A review by mburnamfink
H.M.S. Surprise by Patrick O'Brian

5.0

H.M.S. Surprise clears the decks for action and gives the people what they want, a straight-forward ripping sea yarn with lots and lots of action. Aubrey has got a proper ship, the elderly frigate Surprise, where he served as a midshipman. While a trick of the pen has erased his fortune for capturing the Spanish treasure fleet at the end of the last book, since England and Spain were not yet at war, any command is a good one, and a swift frigate is better than most.

Jack has to rescue Dr. Maturin from Port Mahon, where he has been captured as a spy and is being tortured by Napoleon's intelligence service, and then it is off to India, carrying a royal envoy to a sultanate in Malaysia. There's lyrical descriptions of the open sea, Maturin does his naturalist thing along Brazil (leading to one of the best lines in the books, "Jack, you have debauched my sloth!"), and then to Bombay, where the adventuress Diana Villers is living with the wealthy Mr. Canning.
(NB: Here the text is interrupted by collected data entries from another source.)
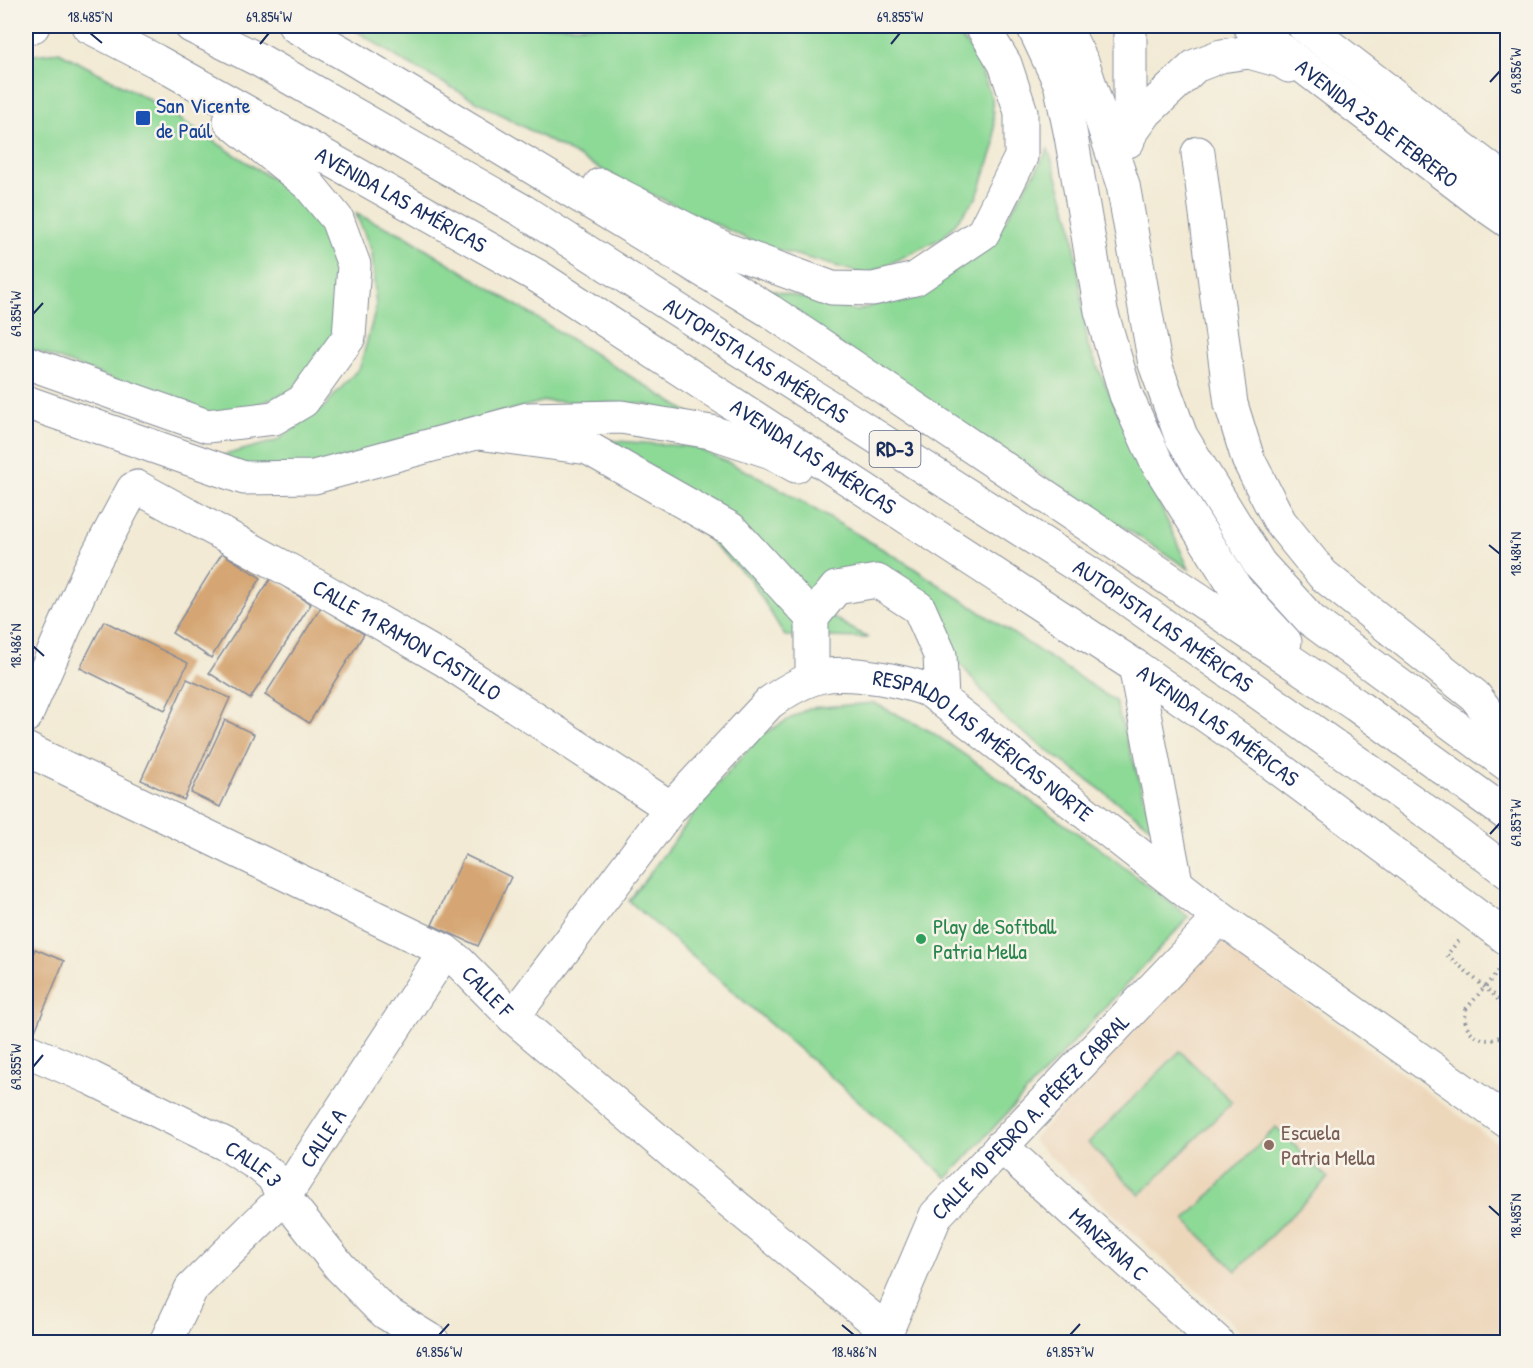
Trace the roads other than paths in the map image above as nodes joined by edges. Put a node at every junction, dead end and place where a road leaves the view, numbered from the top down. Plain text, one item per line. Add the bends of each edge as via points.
1 (33, 26) edge
2 (88, 26) edge
3 (191, 26) edge
4 (295, 26) edge
5 (982, 26) edge
6 (1033, 26) edge
7 (1064, 26) edge
8 (1130, 26) edge
9 (1250, 26) edge
10 (1304, 26) edge
11 (26, 28) edge
12 (350, 57) junction
13 (156, 61) junction
14 (1370, 117) junction
15 (1128, 137) junction
16 (1198, 153) dead end
17 (1508, 183) edge
18 (1123, 185) junction
19 (1508, 221) edge
20 (26, 362) edge
21 (26, 402) edge
22 (479, 433) junction
23 (1014, 588) junction
24 (812, 618) junction
25 (1135, 666) junction
26 (812, 678) junction
27 (942, 699) junction
28 (1356, 705) junction
29 (26, 716) edge
30 (1508, 739) edge
31 (26, 749) edge
32 (1508, 765) edge
33 (671, 808) junction
34 (1508, 815) edge
35 (1508, 872) edge
36 (1176, 882) junction
37 (1220, 918) junction
38 (1508, 939) edge
39 (445, 951) junction
40 (513, 1017) junction
41 (26, 1050) edge
42 (1508, 1122) edge
43 (1001, 1146) junction
44 (284, 1197) junction
45 (884, 1337) edge
46 (166, 1342) edge
47 (433, 1342) edge
48 (1217, 1342) edge

1 - 11 main road
2 - 13 main road, AVENIDA LAS AMÉRICAS
3 - 35 main road, AUTOPISTA LAS AMÉRICAS / RD-3 via 259,60 523,211 1103,582
4 - 12 main road, AUTOPISTA LAS AMÉRICAS / RD-3
5 - 12 main road via 1005,64 1021,112 1021,157 983,233 915,279 873,289 832,288 725,249
6 - 28 main road via 1060,83 1101,311 1126,395 1156,461 1236,588 1282,640
7 - 18 main road via 1083,64
8 - 15 main road
9 - 14 main road, AVENIDA 25 DE FEBRERO
10 - 17 main road, AVENIDA 25 DE FEBRERO
12 - 28 main road, AUTOPISTA LAS AMÉRICAS / RD-3 via 770,311
13 - 20 main road via 309,185 337,219 354,265 349,337 303,400 274,418 207,426
13 - 23 main road, AVENIDA LAS AMÉRICAS via 539,278
14 - 15 main road via 1281,61 1250,52 1221,56 1195,66 1146,112
14 - 19 main road, AVENIDA 25 DE FEBRERO
15 - 18 main road
16 - 30 main road via 1231,404 1248,459 1280,522 1323,575 1475,696
18 - 32 main road via 1155,364 1181,436 1259,563 1311,620
21 - 22 main road via 244,478 314,477
22 - 23 main road via 528,420 621,417 711,432 771,452
22 - 24 main road via 588,448 731,529
23 - 25 main road, AVENIDA LAS AMÉRICAS
24 - 26 main road
24 - 27 main road via 836,588 877,581 919,608 940,655
25 - 36 main road
25 - 38 main road, AVENIDA LAS AMÉRICAS
26 - 27 main road, RESPALDO LAS AMÉRICAS NORTE via 843,674 903,682 930,690
26 - 33 main road, RESPALDO LAS AMÉRICAS NORTE via 769,703
27 - 36 main road, RESPALDO LAS AMÉRICAS NORTE
28 - 34 main road, AUTOPISTA LAS AMÉRICAS / RD-3
29 - 33 main road, CALLE 11 RAMON CASTILLO via 89,571 137,487 445,660
31 - 39 main road, CALLE F
33 - 40 main road, RESPALDO LAS AMÉRICAS NORTE
36 - 37 main road, RESPALDO LAS AMÉRICAS NORTE
37 - 42 main road, RESPALDO LAS AMÉRICAS NORTE
37 - 43 main road, CALLE 10 PEDRO A. PÉREZ CABRAL
39 - 40 main road, CALLE F
39 - 44 main road, CALLE A
40 - 45 main road, CALLE F
41 - 44 main road, CALLE 3 via 225,1144 268,1172
43 - 45 main road, CALLE 10 PEDRO A. PÉREZ CABRAL via 936,1215
43 - 48 main road, MANZANA C
44 - 46 main road, CALLE A via 191,1289
44 - 47 main road, CALLE 3 via 340,1267 375,1303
On the return journey, there is some great action, as Aubrey leads a fleet of Indiamen against a French flotilla containing a ship of line, a deadly ruse relying on the bravery of civilian merchants to delay and then overwhelm the French with numbers while at a great individual inferiority.

And then Maturin fights a duel with Canning over Diana, and has to operate on himself to take the ball out! But all's well that ends well.